私は今日傘を持ってきていなかった。学校で雨宿りをして弱くなったら帰ろう、と思っていた。
けれどその時、彼が私の独り言を聞いたのか
「傘...入る?」
と言った。
彼は私の好きな人だった。
嬉しさと同時に罪悪感もあり一瞬迷ったが、風邪をひいて彼に会えなくなることが嫌だったし、相合傘が出来る機会は今回しかないと思ったので入れてもらうことにした。
「じゃあお言葉に甘えて...ごめんね。ありがとう」
そう言い彼の傘に入らせてもらった。
帰っていると、彼が突然私に
「聞きたいことがあるんだけど。

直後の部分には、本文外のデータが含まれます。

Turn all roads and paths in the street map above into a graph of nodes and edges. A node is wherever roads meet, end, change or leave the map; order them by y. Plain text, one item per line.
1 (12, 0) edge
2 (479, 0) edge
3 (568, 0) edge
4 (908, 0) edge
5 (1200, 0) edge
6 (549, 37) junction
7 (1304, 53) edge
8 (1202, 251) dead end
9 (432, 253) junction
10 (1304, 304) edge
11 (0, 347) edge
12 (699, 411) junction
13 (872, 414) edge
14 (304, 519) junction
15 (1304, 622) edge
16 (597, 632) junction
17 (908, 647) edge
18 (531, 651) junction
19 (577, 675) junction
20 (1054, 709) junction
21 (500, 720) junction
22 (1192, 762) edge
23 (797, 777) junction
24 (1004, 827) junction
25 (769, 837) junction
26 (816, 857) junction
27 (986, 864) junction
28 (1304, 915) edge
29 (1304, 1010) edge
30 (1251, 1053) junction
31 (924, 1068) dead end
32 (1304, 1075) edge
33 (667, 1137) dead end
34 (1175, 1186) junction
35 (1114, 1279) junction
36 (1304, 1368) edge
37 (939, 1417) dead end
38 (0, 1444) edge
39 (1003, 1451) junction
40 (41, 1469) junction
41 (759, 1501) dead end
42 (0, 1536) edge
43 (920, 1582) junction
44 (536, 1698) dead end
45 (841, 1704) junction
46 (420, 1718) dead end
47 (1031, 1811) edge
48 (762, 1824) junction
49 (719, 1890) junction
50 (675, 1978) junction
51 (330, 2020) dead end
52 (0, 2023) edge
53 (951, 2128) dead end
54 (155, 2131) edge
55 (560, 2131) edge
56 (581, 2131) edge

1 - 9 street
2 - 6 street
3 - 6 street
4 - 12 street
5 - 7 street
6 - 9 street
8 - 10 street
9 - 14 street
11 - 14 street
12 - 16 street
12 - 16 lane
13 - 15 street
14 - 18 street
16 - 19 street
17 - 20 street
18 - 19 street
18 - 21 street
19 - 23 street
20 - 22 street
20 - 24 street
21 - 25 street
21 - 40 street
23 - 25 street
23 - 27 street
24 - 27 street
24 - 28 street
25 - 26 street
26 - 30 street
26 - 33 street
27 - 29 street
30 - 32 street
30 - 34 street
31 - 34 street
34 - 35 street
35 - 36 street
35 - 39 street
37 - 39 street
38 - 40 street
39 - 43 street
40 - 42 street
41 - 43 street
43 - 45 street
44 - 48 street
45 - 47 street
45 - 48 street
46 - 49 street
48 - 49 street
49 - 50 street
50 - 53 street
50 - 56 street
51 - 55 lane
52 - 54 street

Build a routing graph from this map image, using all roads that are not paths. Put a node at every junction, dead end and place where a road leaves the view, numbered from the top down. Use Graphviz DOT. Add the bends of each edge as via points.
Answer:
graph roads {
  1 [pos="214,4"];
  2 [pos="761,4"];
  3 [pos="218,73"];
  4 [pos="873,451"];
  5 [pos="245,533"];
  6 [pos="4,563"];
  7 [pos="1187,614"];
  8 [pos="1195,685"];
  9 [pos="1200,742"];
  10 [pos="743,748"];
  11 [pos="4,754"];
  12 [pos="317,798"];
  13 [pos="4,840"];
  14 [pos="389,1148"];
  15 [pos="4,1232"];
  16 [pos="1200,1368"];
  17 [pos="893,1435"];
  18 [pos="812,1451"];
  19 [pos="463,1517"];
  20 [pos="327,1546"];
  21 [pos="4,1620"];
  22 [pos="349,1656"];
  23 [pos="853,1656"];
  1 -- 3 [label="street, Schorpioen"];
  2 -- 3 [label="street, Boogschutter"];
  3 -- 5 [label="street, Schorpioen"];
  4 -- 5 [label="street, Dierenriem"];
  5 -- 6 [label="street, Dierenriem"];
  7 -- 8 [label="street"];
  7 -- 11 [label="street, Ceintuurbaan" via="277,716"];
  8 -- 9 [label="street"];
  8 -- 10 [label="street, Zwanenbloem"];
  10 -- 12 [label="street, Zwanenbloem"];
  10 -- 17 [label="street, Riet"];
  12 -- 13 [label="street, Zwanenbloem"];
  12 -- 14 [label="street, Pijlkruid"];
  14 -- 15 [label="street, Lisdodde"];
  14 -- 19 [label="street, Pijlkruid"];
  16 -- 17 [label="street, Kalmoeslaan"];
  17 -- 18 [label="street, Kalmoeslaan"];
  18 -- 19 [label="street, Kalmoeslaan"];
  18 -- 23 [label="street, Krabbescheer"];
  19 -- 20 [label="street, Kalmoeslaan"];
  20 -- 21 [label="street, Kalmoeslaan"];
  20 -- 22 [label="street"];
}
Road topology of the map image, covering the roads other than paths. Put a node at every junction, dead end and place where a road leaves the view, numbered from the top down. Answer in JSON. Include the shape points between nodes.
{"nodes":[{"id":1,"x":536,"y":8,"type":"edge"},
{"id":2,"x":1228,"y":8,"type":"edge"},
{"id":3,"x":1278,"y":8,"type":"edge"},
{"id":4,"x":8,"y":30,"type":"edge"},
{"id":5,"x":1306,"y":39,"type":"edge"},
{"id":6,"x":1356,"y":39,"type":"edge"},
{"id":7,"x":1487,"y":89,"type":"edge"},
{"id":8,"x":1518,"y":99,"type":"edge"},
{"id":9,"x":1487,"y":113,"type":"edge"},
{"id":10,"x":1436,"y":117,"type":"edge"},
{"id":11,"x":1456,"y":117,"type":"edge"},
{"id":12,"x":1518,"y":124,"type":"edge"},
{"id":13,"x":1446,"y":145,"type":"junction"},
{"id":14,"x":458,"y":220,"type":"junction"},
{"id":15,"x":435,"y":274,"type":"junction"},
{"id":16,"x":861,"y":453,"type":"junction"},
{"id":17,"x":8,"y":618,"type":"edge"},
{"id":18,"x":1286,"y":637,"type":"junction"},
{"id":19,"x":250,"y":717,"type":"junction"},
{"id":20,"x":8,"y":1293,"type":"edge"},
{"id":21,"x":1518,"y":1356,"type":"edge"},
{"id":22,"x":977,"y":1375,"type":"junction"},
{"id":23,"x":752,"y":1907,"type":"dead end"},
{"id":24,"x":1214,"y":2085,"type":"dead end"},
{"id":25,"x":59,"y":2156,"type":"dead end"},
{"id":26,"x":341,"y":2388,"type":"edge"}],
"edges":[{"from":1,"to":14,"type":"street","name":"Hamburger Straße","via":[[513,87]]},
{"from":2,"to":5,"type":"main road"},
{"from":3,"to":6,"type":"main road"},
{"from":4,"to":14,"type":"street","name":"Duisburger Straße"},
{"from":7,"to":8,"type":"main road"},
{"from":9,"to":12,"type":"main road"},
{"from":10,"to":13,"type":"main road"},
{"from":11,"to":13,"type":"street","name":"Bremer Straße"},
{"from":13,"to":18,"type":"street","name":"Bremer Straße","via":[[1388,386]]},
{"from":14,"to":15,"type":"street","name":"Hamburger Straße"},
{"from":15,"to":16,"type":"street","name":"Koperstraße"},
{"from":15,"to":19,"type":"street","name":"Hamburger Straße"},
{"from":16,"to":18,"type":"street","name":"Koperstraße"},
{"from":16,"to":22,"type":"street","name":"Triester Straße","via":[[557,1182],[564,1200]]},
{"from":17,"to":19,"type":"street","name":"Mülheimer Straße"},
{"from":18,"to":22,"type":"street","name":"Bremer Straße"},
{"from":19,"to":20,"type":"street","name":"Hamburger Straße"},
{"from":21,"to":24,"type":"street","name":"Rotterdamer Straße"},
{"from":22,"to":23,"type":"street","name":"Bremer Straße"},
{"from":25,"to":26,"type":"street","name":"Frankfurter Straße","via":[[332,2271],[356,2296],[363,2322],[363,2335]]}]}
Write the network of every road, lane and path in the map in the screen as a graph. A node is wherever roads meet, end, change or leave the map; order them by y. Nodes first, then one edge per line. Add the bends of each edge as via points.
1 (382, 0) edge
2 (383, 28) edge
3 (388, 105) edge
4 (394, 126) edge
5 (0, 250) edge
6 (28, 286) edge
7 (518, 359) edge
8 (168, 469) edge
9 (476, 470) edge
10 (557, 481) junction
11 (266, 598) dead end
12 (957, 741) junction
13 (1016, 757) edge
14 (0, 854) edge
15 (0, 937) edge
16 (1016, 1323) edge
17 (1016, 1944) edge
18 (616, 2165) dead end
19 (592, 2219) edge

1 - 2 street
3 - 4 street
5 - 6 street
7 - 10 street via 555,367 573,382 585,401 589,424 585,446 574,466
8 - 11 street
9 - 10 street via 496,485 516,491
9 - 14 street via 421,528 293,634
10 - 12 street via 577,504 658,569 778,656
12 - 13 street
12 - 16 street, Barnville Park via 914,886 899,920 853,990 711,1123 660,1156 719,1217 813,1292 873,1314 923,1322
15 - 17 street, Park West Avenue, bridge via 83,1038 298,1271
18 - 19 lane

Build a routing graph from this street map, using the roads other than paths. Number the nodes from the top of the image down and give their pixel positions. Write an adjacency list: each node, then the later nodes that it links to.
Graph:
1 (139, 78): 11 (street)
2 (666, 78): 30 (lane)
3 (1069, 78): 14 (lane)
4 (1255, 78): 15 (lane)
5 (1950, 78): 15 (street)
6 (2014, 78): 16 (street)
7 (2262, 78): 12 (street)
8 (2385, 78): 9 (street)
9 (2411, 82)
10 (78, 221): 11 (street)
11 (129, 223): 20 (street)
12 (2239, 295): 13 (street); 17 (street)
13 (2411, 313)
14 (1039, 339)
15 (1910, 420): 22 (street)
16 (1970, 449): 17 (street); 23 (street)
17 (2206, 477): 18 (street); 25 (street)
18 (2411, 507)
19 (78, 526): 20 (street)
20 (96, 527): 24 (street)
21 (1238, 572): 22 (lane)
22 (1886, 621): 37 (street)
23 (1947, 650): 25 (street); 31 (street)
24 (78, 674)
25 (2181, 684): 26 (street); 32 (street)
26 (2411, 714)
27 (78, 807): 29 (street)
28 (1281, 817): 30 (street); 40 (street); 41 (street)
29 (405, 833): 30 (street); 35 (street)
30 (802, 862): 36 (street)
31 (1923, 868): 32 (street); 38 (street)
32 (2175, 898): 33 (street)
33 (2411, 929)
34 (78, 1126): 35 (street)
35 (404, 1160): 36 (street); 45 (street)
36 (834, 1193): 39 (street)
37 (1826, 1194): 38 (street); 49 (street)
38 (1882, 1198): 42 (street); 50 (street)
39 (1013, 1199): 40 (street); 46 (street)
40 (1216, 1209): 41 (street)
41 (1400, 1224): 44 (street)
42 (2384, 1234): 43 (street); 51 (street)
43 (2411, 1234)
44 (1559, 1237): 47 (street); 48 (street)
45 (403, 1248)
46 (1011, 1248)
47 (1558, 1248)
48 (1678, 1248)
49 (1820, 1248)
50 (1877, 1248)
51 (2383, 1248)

いいかな...?」
と言った。
好きな人からのお願いだし、聞かないとね
「うん、いいよ」
「あのさ...××ちゃんって好きなタイプなんだと
思う?あと彼氏とかいるのかなって思って...」
「明日、全部聞いとく!」
「ごめん!ありがとう!」
ああ、私じゃないんだ。期待した私が馬鹿みたい。
「あ!私の家すぐそこだから、またね!傘ありがとう」
彼の口から言葉が出る前に私はその場から去った。
その時、ちょうど雨が弱くなった。
私は、柔らかい雨に打たれながら涙を流した。